Daniel Gillot en réponse au message ci-dessus.     Dimanche 28 août 2022 19:23

Ayant plus de 4 années de renouvellement de contrat saisonnier, ce salarié est en CDI saisonnier, une absence pour maladie, même renouvelée, n'étant pas une cause de licenciement, vous n'avez pas de solution autre que de suivre la procédure de licenciement.

Donc, d'une part moins de deux mois, au minimum avant le début de la prochaine saison, mais en fait, vous devez régler cette question le plus rapidement possible sans attendre.
Bien sûr la situation actuelle avec ce salarié perturbe votre exploitation, mais démontrer cela, comme raison de licenciement, est très difficile et peut être très long.

Donc si vous suivez la procédure de licenciement dont je vous joins le lien ci-dessous, vous aurez des indemnité de licenciement à règler ce qui ne peut vous réjouir tant pour la somme impliquée ni au niveau du principe pour un salarié qui ne vous donne pas satisfaction.

Si vous écrivez une simple lettre annonçant au salarié que vous ne le reprendrez pas pour la prochaine saison, vous risquez - même si ce n'est pas sûr - de vous retrouver devant le CDP ce qui peut vous coûter plus cher et vous faire perdre bcp de temps.

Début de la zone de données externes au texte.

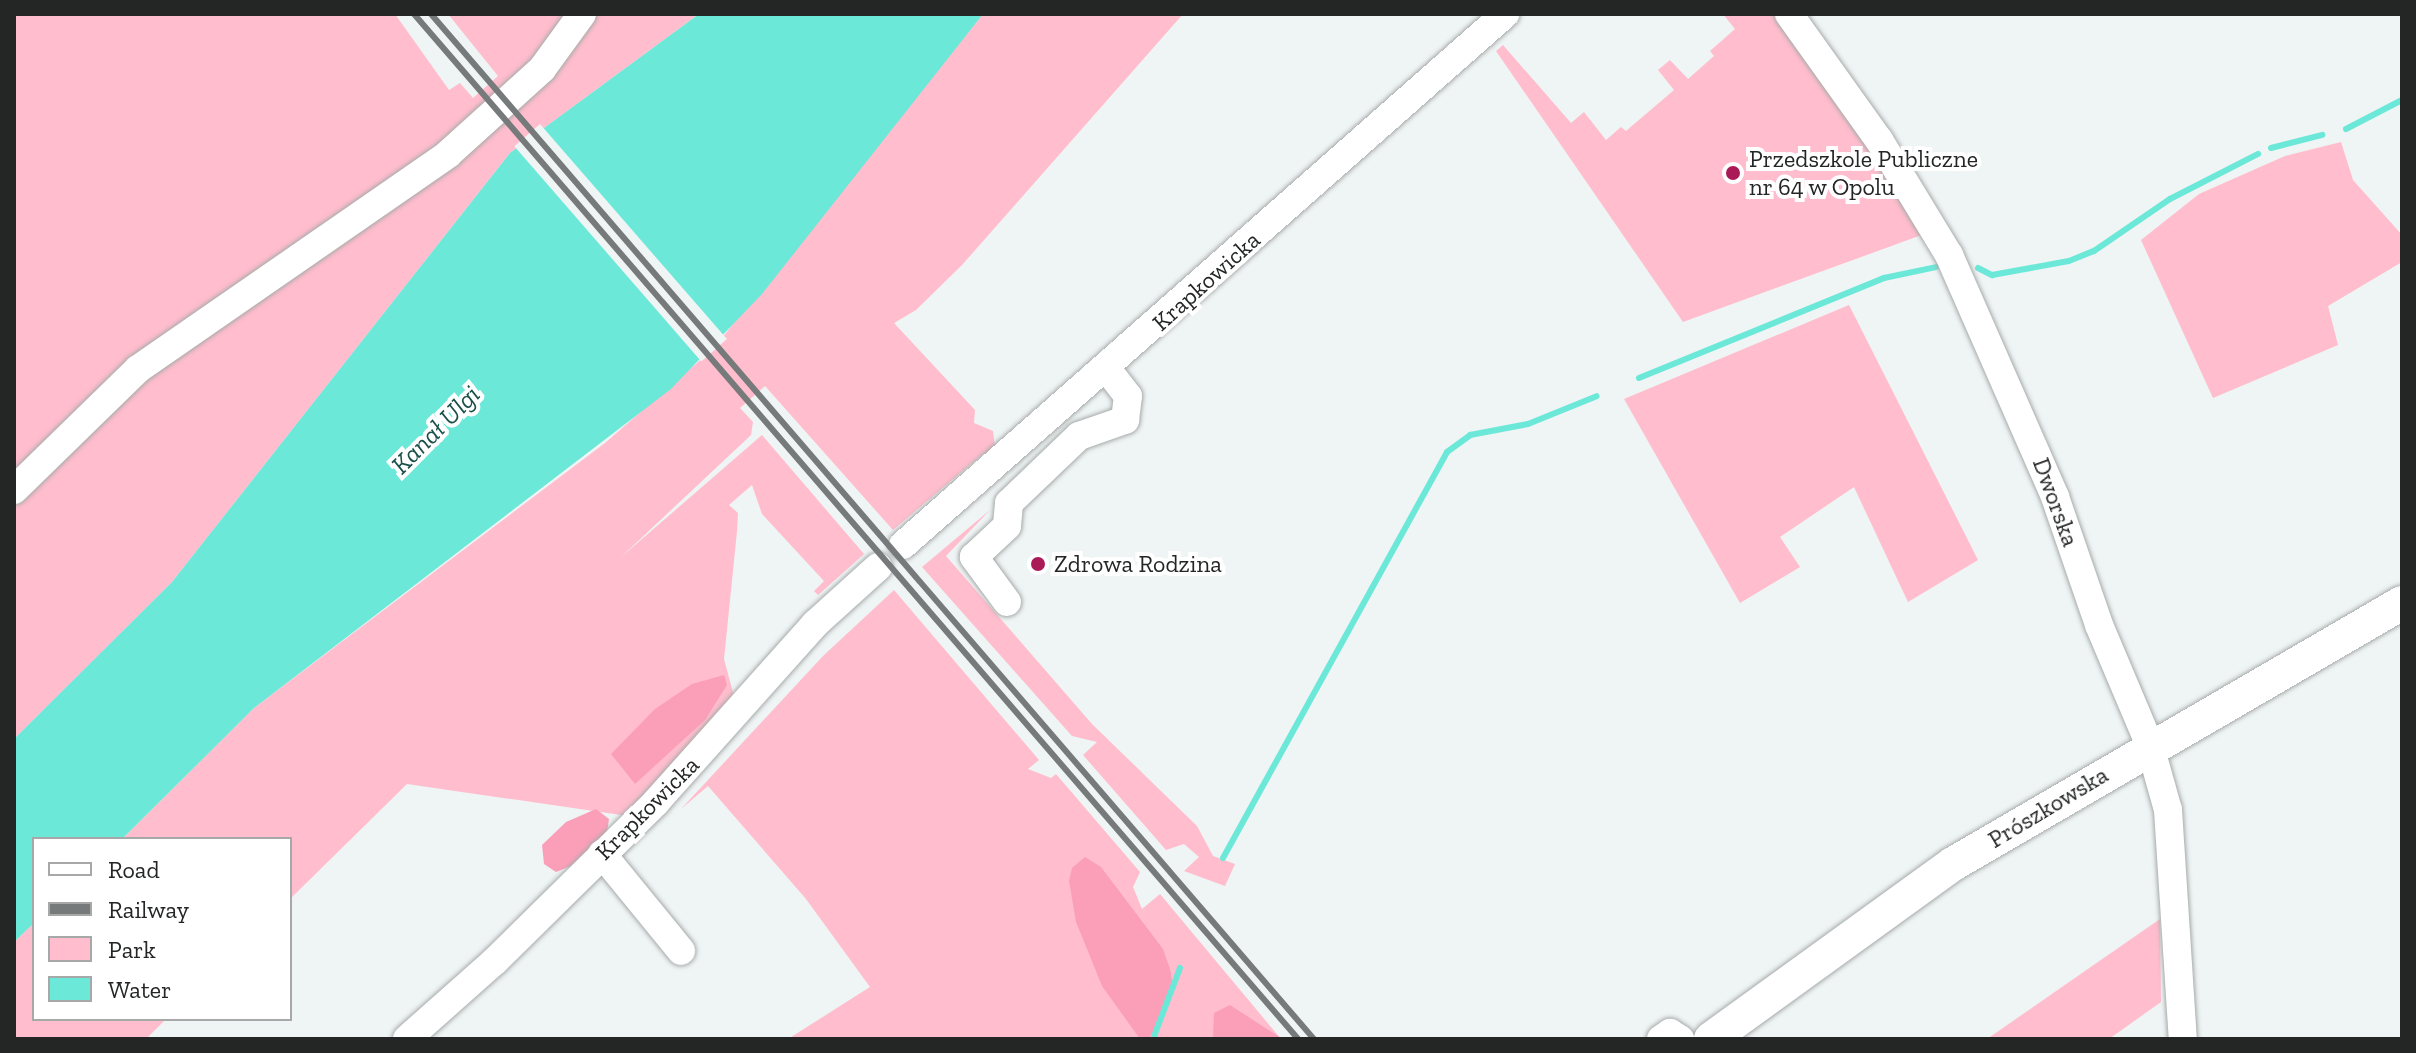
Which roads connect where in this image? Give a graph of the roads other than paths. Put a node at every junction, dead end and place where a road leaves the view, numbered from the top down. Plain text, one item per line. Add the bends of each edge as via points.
1 (582, 14) edge
2 (1505, 14) edge
3 (1789, 14) edge
4 (1107, 369) junction
5 (14, 490) edge
6 (903, 545) dead end
7 (878, 567) dead end
8 (1007, 602) dead end
9 (2402, 603) edge
10 (2150, 746) junction
11 (602, 854) junction
12 (681, 951) dead end
13 (1732, 1033) edge
14 (407, 1039) edge
15 (1661, 1039) edge
16 (1680, 1039) edge
17 (2183, 1039) edge

1 - 5 street via 534,78 448,154 138,369
2 - 4 street, Krapkowicka
3 - 10 street, Dworska via 1886,151 1963,284 2025,422 2099,625
4 - 6 street, Krapkowicka
4 - 8 street via 1128,396 1125,420 1079,436 1009,503 1007,526 974,557
7 - 11 street, Krapkowicka via 815,624 694,762
9 - 10 main road, Prószkowska
10 - 13 main road, Prószkowska via 1912,891
10 - 17 street, Dworska via 2168,810
11 - 12 street
11 - 14 street, Krapkowicka
15 - 16 street via 1670,1033

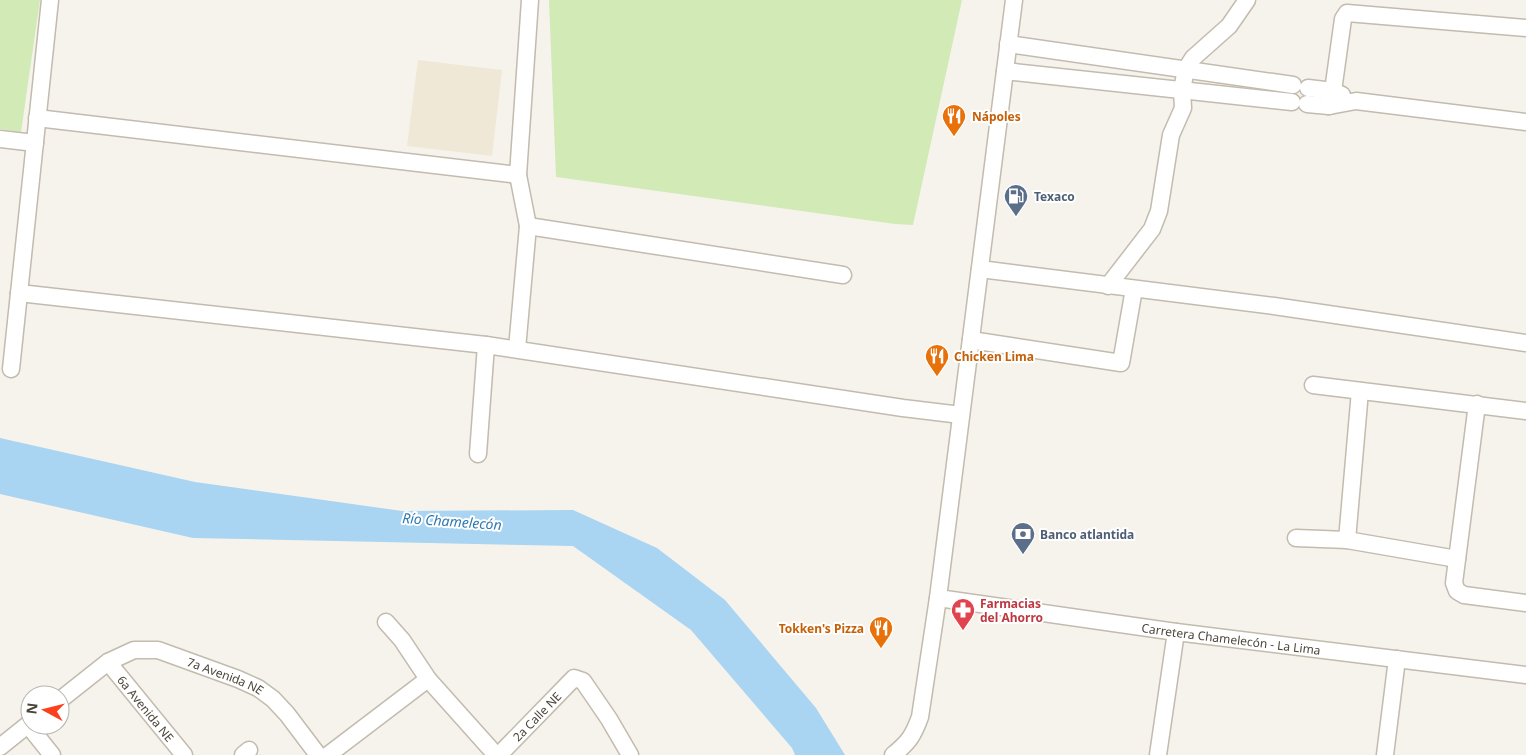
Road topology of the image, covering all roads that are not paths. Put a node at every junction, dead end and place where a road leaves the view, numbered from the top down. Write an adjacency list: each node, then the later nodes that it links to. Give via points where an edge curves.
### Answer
1 (50, 0): 17 (street)
2 (530, 0): 21 (street)
3 (1014, 0): 6 (street)
4 (1247, 0): 8 (street, via 1229,26 1193,58)
5 (1526, 28): 15 (street, via 1347,13 1343,19)
6 (1008, 44): 7 (street); 9 (street)
7 (1091, 56): 8 (street); 10 (street)
8 (1186, 69): 11 (street); 13 (street)
9 (1004, 71): 10 (street); 23 (street)
10 (1088, 80): 13 (street)
11 (1262, 81): 12 (street); 14 (street)
12 (1295, 86): 15 (street); 16 (street)
13 (1182, 90): 14 (street); 25 (street, via 1182,108 1171,135 1156,220 1141,245)
14 (1259, 98): 16 (street)
15 (1331, 98): 16 (street); 18 (street)
16 (1294, 102)
17 (38, 118): 20 (street); 21 (street)
18 (1526, 122)
19 (0, 139): 20 (street)
20 (35, 143): 27 (street)
21 (518, 175): 22 (street)
22 (528, 226): 24 (street); 31 (street)
23 (980, 269): 25 (street); 28 (street)
24 (844, 275)
25 (1108, 286): 26 (street)
26 (1134, 289): 28 (street, via 1121,363); 29 (street)
27 (19, 293): 30 (street); 32 (street)
28 (971, 340): 37 (street)
29 (1526, 343)
30 (486, 345): 31 (street); 38 (street)
31 (517, 349): 37 (street)
32 (11, 369)
33 (1313, 385): 34 (street)
34 (1360, 391): 35 (street); 40 (street)
35 (1478, 404): 36 (street); 41 (street)
36 (1526, 411)
37 (961, 415): 42 (street)
38 (478, 454)
39 (1296, 538): 40 (street)
40 (1347, 540): 41 (street)
41 (1456, 559): 43 (street, via 1454,583 1457,591 1464,595)
42 (938, 598): 45 (street, Carretera Chamelecón - La Lima); 60 (street, via 920,718 907,744)
43 (1526, 603)
44 (386, 622): 49 (street)
45 (1176, 632): 46 (street, Carretera Chamelecón - La Lima); 61 (street)
46 (1397, 659): 48 (street, Carretera Chamelecón - La Lima); 62 (street)
47 (108, 662): 50 (street, 7a Avenida NE); 55 (street, 6a Avenida NE); 56 (street, 7a Avenida NE, via 134,650 158,650 238,679 274,699)
48 (1526, 676)
49 (428, 679): 57 (street); 58 (street)
50 (70, 692)
51 (20, 731): 53 (street)
52 (37, 735): 54 (street)
53 (0, 747)
54 (52, 755)
55 (184, 755)
56 (318, 755)
57 (328, 755)
58 (497, 755): 59 (street, 2a Calle NE, via 574,678 583,681 592,693)
59 (630, 755)
60 (893, 755)
61 (1158, 755)
62 (1385, 755)

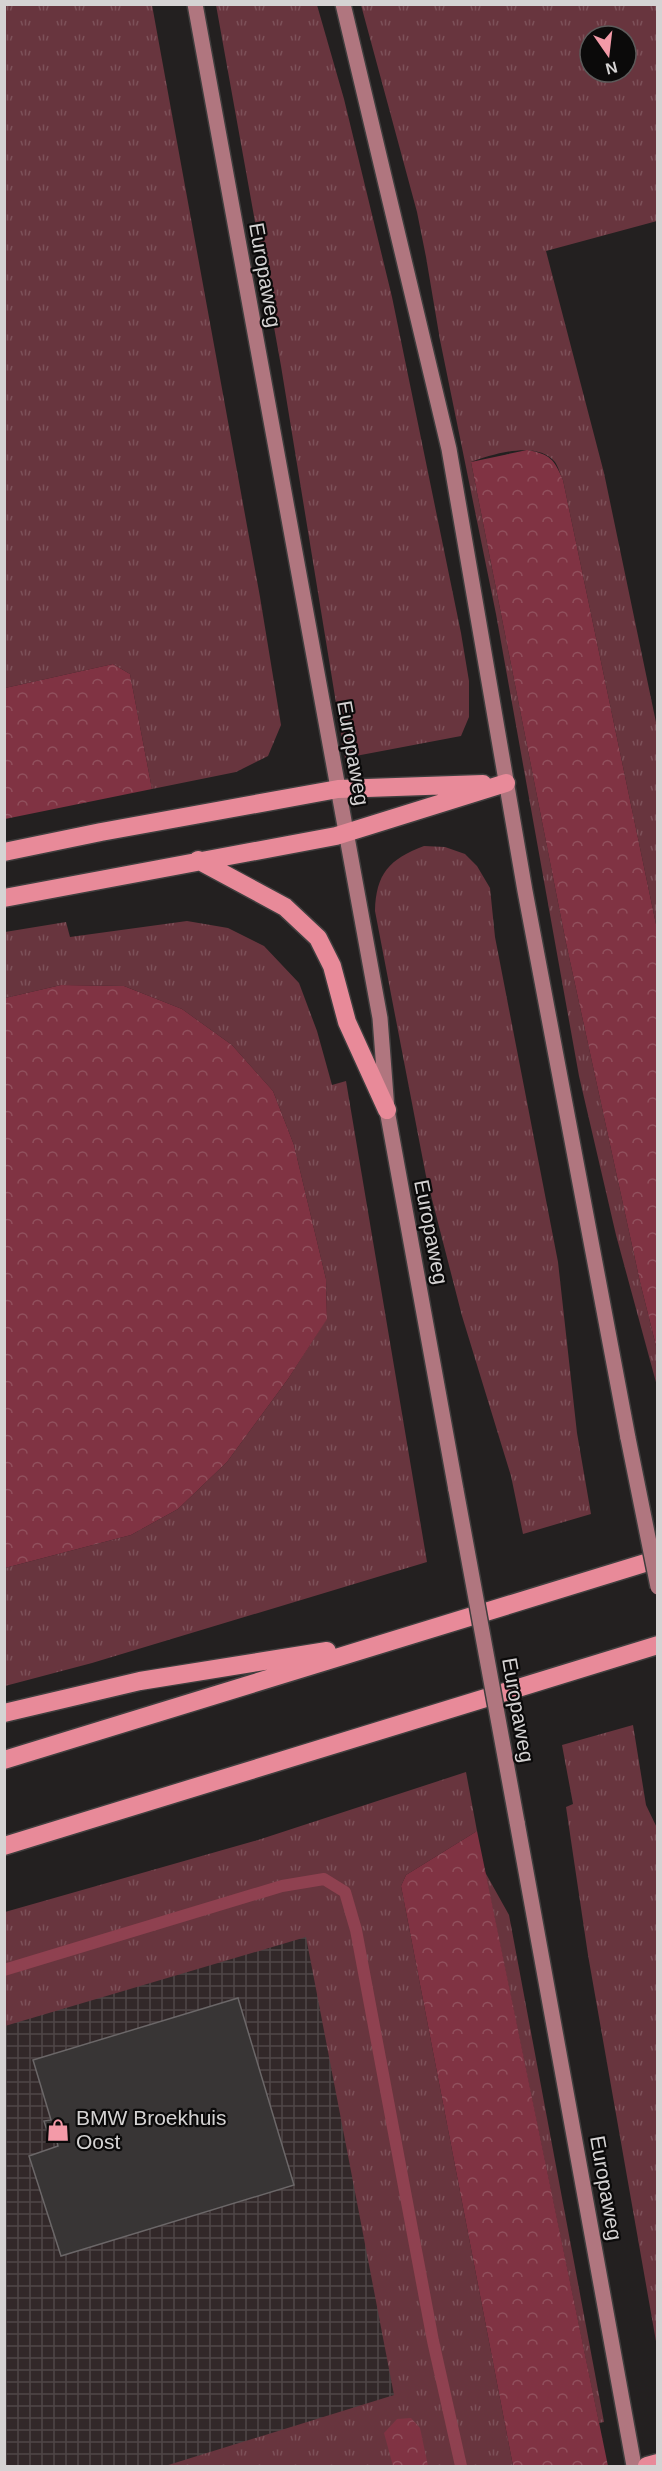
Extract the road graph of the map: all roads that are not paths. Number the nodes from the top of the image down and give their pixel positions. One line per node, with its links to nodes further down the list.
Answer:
1 (195, 4): 4 (main road, Europaweg)
2 (342, 4): 3 (main road)
3 (506, 783): 4 (highway); 5 (highway); 11 (main road, bridge)
4 (338, 789): 5 (main road, Europaweg); 6 (highway)
5 (345, 834): 7 (highway); 9 (main road, Europaweg)
6 (4, 852)
7 (198, 860): 8 (highway); 9 (highway)
8 (4, 898)
9 (387, 1110): 18 (main road, Europaweg, bridge)
10 (657, 1559): 12 (highway)
11 (657, 1587)
12 (392, 1641): 14 (highway); 15 (highway)
13 (657, 1645): 16 (highway)
14 (4, 1713)
15 (4, 1760)
16 (4, 1845)
17 (657, 2463): 19 (highway)
18 (634, 2466)
19 (648, 2466)

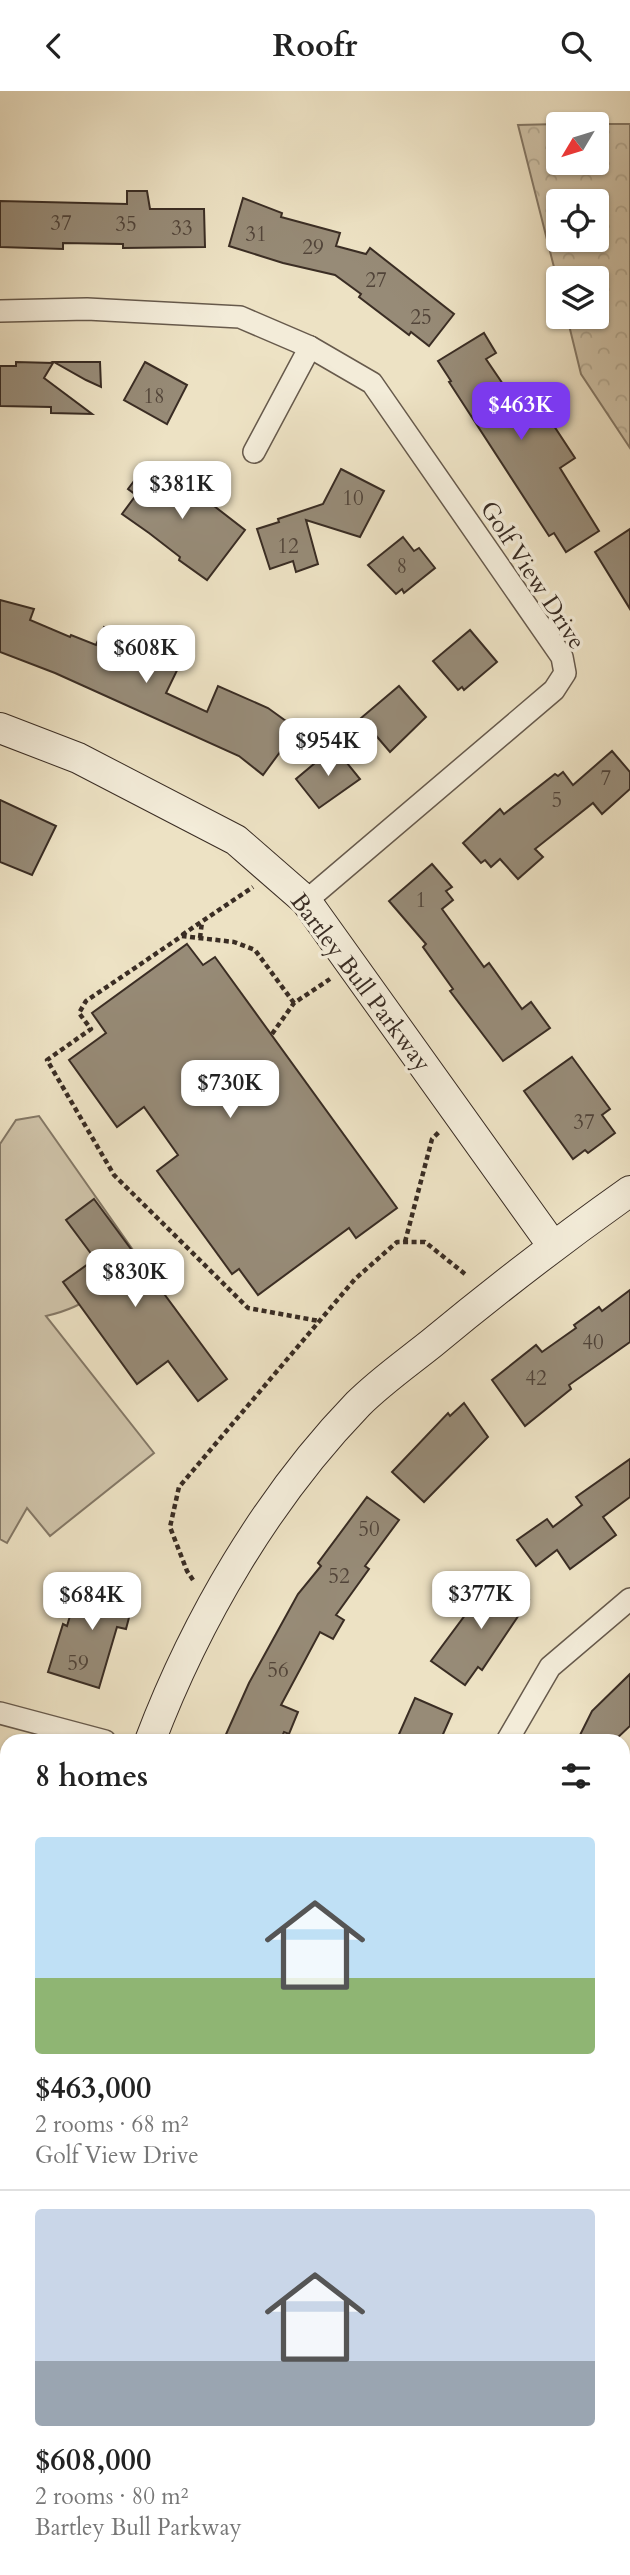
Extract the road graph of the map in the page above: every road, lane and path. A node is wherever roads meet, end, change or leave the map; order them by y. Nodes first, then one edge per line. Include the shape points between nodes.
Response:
1 (0, 310) edge
2 (310, 347) junction
3 (254, 452) dead end
4 (0, 728) edge
5 (274, 873) junction
6 (306, 901) junction
7 (202, 922) junction
8 (181, 936) junction
9 (201, 938) junction
10 (351, 965) junction
11 (294, 1003) junction
12 (271, 1034) dead end
13 (457, 1112) junction
14 (630, 1191) edge
15 (405, 1242) junction
16 (553, 1246) junction
17 (465, 1275) dead end
18 (319, 1321) junction
19 (193, 1580) dead end
20 (630, 1599) edge
21 (0, 1713) edge
22 (79, 1734) edge
23 (153, 1734) edge
24 (511, 1734) edge

1 - 2 street, Golf View Drive via 87,309 240,317
2 - 3 street
2 - 6 street, Golf View Drive via 372,383 562,657 565,673 554,690
4 - 5 street, Bartley Bull Parkway via 78,758 236,840
5 - 6 street, Bartley Bull Parkway
5 - 7 path
6 - 10 street, Bartley Bull Parkway
7 - 8 path
7 - 9 path
8 - 9 path
8 - 18 path via 86,1000 79,1013 90,1029 47,1060 114,1175 248,1308
9 - 11 path via 254,950
10 - 11 path
10 - 13 street, Bartley Bull Parkway
11 - 12 path
13 - 15 path via 432,1139
13 - 16 street, Bartley Bull Parkway
14 - 16 street
15 - 17 path via 425,1242
15 - 18 path via 397,1242 355,1279
16 - 23 street via 359,1403 300,1471 222,1585 172,1683
18 - 19 path via 179,1487 170,1527
20 - 24 street via 550,1667
21 - 22 street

https://www.lhotellerie-restauration.fr/blogs-des-experts/ruptures/l-indemnite-legale-de-licenciement.htm



PAM     Vendredi 26 août 2022 17:21

suite message 26/08/22pour info le salarie subit une saisie sur salaire a compter du 1 juillet dont nous sommes tiers detenteur CAF et Recettes non fiscales pour une somme globale 500 euros environ somme retenue sur son salaire

Daniel Gillot en réponse au message ci-dessus.     Dimanche 28 août 2022 19:33

Puisque vous êtes tiers détenteur, vous devez exécuter la décision au risque de devoir la régler vous-même, donc vous devez soustraire la somme des montants dûs à hauteur de la précision de la procédure ; ce qui peut être aussi fait sur l'indemnité de licenciement si vous le décidez.

Mais si en respectant la procédure indiquée ds l'avis, vous ne pouvez retenir ces 500 €, vous l'expliquer par écrit en réponse au document : vous ne pouvez être responsable de sommes autres que celles que vous pouvez retenir au salarié.